Большинство журналистов, однако, вовсе не расстроились: диктофоны ловили вдохновенный рассказ куратора арт-резиденций Жени Чайки об уральских ископаемых и перерабатывающих их заводах, о том, как с ними работали художники, камеры таращились на диковинные экспонаты. Восхищенные, набравшие материал медийщики разошлись, и уже на следующий день вышло немало красочных публикаций, в которых снимки с выставки арт-резиденций перемежались цитатами из программных разъяснений Рибаса, и все это выдавалось за основную выставку биеннале.
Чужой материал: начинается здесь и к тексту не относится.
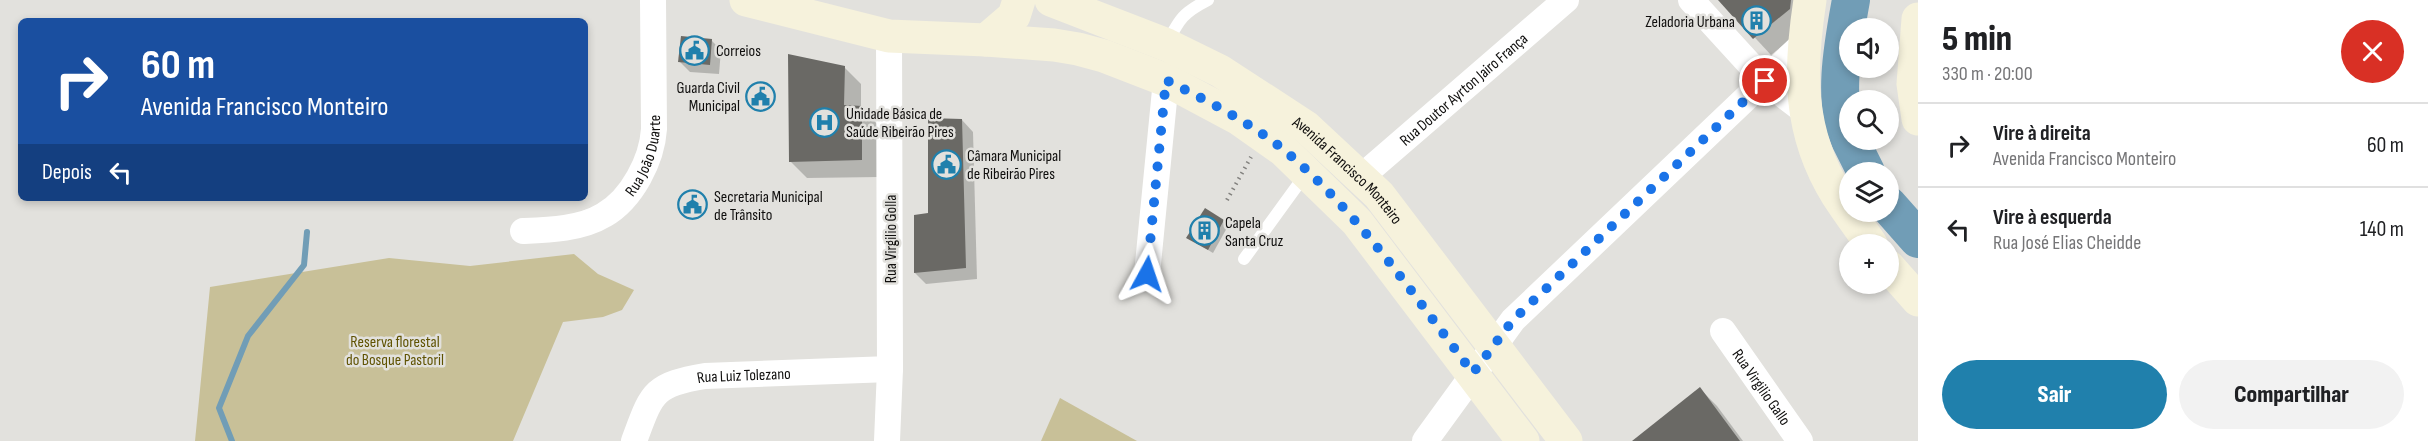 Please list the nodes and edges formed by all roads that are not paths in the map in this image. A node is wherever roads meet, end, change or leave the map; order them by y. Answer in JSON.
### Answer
{"nodes":[{"id":1,"x":652,"y":0,"type":"edge"},
{"id":2,"x":746,"y":0,"type":"edge"},
{"id":3,"x":1019,"y":0,"type":"edge"},
{"id":4,"x":1051,"y":0,"type":"edge"},
{"id":5,"x":1208,"y":0,"type":"edge"},
{"id":6,"x":1566,"y":0,"type":"edge"},
{"id":7,"x":1691,"y":0,"type":"edge"},
{"id":8,"x":1810,"y":0,"type":"edge"},
{"id":9,"x":1918,"y":18,"type":"edge"},
{"id":10,"x":1724,"y":35,"type":"junction"},
{"id":11,"x":890,"y":36,"type":"junction"},
{"id":12,"x":986,"y":40,"type":"junction"},
{"id":13,"x":1167,"y":45,"type":"junction"},
{"id":14,"x":1795,"y":52,"type":"junction"},
{"id":15,"x":1166,"y":80,"type":"junction"},
{"id":16,"x":1765,"y":81,"type":"junction"},
{"id":17,"x":1804,"y":111,"type":"junction"},
{"id":18,"x":1918,"y":119,"type":"edge"},
{"id":19,"x":1308,"y":172,"type":"junction"},
{"id":20,"x":1361,"y":177,"type":"junction"},
{"id":21,"x":522,"y":231,"type":"dead end"},
{"id":22,"x":1864,"y":234,"type":"edge"},
{"id":23,"x":1244,"y":259,"type":"dead end"},
{"id":24,"x":1147,"y":274,"type":"dead end"},
{"id":25,"x":1899,"y":278,"type":"edge"},
{"id":26,"x":1918,"y":300,"type":"edge"},
{"id":27,"x":1723,"y":331,"type":"dead end"},
{"id":28,"x":1493,"y":344,"type":"junction"},
{"id":29,"x":890,"y":369,"type":"junction"},
{"id":30,"x":1473,"y":373,"type":"junction"},
{"id":31,"x":634,"y":441,"type":"edge"},
{"id":32,"x":887,"y":441,"type":"edge"},
{"id":33,"x":1425,"y":441,"type":"edge"},
{"id":34,"x":1523,"y":441,"type":"edge"},
{"id":35,"x":1566,"y":441,"type":"edge"},
{"id":36,"x":1800,"y":441,"type":"edge"}],
"edges":[{"from":1,"to":21,"type":"street","name":"Rua João Duarte"},
{"from":2,"to":11,"type":"main road","name":"Avenida Francisco Monteiro"},
{"from":3,"to":12,"type":"main road"},
{"from":4,"to":13,"type":"main road","name":"Avenida Francisco Monteiro"},
{"from":5,"to":13,"type":"lane"},
{"from":6,"to":20,"type":"street","name":"Rua Doutor Ayrton Jairo França"},
{"from":7,"to":10,"type":"street"},
{"from":8,"to":14,"type":"main road"},
{"from":9,"to":18,"type":"main road"},
{"from":10,"to":14,"type":"street"},
{"from":10,"to":16,"type":"street"},
{"from":11,"to":12,"type":"main road","name":"Avenida Francisco Monteiro"},
{"from":11,"to":29,"type":"street","name":"Rua Virgilio Golla"},
{"from":12,"to":15,"type":"main road","name":"Avenida Francisco Monteiro"},
{"from":13,"to":20,"type":"main road","name":"Avenida Francisco Monteiro"},
{"from":14,"to":16,"type":"street"},
{"from":14,"to":17,"type":"main road"},
{"from":15,"to":19,"type":"main road","name":"Avenida Francisco Monteiro"},
{"from":15,"to":24,"type":"street"},
{"from":16,"to":17,"type":"street"},
{"from":16,"to":28,"type":"street"},
{"from":17,"to":22,"type":"main road"},
{"from":19,"to":23,"type":"lane"},
{"from":19,"to":30,"type":"main road","name":"Avenida Francisco Monteiro"},
{"from":20,"to":28,"type":"main road","name":"Avenida Francisco Monteiro"},
{"from":25,"to":26,"type":"main road"},
{"from":27,"to":36,"type":"street","name":"Rua Virgilio Gallo"},
{"from":28,"to":30,"type":"street"},
{"from":28,"to":35,"type":"main road","name":"Avenida Francisco Monteiro"},
{"from":29,"to":31,"type":"street","name":"Rua Luiz Tolezano"},
{"from":29,"to":32,"type":"street","name":"Rua Virgilio Golla"},
{"from":30,"to":33,"type":"street"},
{"from":30,"to":34,"type":"main road","name":"Avenida Francisco Monteiro"}]}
Программа Уральской индустриальной биеннале современного искусства традиционно обширна, а в этом году особенно, поэтому запутаться во взаимоотношениях экспозиций, спецпроектов и перформансов неподготовленному зрителю легче легкого. Все мероприятия безусловно достойны пристального изучения, но на выставку арт-резиденций, на наш взгляд, стоит обратить особенное внимание. Большинство квалифицированных зрителей сходятся во мнении — это одна из жемчужин нынешней биеннале, к тому же на основной проект экспозиция арт-резиденций совсем непохожа.
Контекст
Разберемся, что же такое уральские арт-резиденции. Это программа (запущена при биеннале в 2012 году), базирующаяся на сотрудничестве уральских предприятий и художников, работающих в разных дисциплинах визуального искусства. На Урале художник проводит несколько недель и с головой погружается в локальный контекст (этим заведуют координаторы программы): гостей возят по отдаленным моногородам, демонстрируют уральское индустриальное наследие (станки, шахты, карьеры, пруды, плотины, железные дороги), знакомят с живым производственным процессом принимающего предприятия. По сути весь Урал, с его прошлым и настоящим, мифами и обыденностью, его природа и промышленность — все становится для художников и материалом, и студией. Задача — создать работу по следам пребывания на Урале, связанную с принимающим предприятием, с конкретным объектом-ландшафтом индустриального наследия и т.п. Такой подход кардинально отличается от способа формирования основного проекта биеннале: его куратор работает с художниками удаленно, либо заказывая работы-проекты по сформулированной теме, либо запрашивая для экспонирования ранее созданные произведения. Очевидно, что степень укорененности получаемого произведения в местном контексте выходит разная.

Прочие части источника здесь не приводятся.